TASK STATEMENT =>
Say how many lines of the data below have the word "dead" in them. Add nothing else.

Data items
###

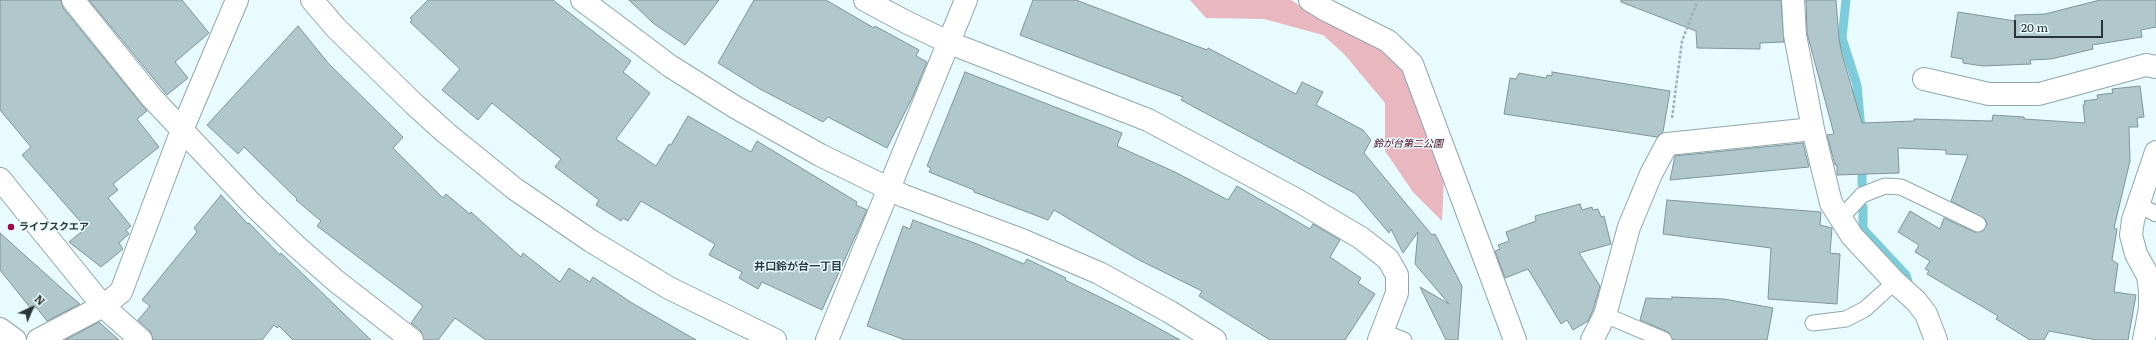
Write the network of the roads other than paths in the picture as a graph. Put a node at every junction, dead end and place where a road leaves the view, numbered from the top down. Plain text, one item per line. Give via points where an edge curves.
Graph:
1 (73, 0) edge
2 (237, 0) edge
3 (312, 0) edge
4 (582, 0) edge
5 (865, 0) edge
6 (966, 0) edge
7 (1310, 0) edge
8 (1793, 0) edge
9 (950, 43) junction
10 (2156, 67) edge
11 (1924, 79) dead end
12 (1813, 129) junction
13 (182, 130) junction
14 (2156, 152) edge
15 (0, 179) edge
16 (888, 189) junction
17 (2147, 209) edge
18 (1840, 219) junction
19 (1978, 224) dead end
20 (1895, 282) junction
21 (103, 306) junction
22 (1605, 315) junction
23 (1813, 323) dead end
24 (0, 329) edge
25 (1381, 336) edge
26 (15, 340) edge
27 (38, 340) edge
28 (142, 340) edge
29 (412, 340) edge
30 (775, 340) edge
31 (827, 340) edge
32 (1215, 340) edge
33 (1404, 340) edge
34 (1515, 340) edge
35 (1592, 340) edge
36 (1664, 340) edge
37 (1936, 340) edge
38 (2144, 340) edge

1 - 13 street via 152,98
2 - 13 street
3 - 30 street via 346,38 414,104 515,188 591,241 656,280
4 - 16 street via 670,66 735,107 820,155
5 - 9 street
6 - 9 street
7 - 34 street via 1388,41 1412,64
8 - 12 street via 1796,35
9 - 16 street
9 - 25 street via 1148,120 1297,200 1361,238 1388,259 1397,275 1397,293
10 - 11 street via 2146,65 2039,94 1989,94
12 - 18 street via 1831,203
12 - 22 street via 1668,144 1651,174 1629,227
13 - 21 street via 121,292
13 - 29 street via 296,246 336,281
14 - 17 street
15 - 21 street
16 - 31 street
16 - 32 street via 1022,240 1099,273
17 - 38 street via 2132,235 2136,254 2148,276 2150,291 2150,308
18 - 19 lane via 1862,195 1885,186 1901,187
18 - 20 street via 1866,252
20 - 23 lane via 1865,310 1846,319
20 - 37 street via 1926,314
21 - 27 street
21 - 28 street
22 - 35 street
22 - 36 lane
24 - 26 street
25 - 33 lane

###

EXPECTED OUTPUT =>
4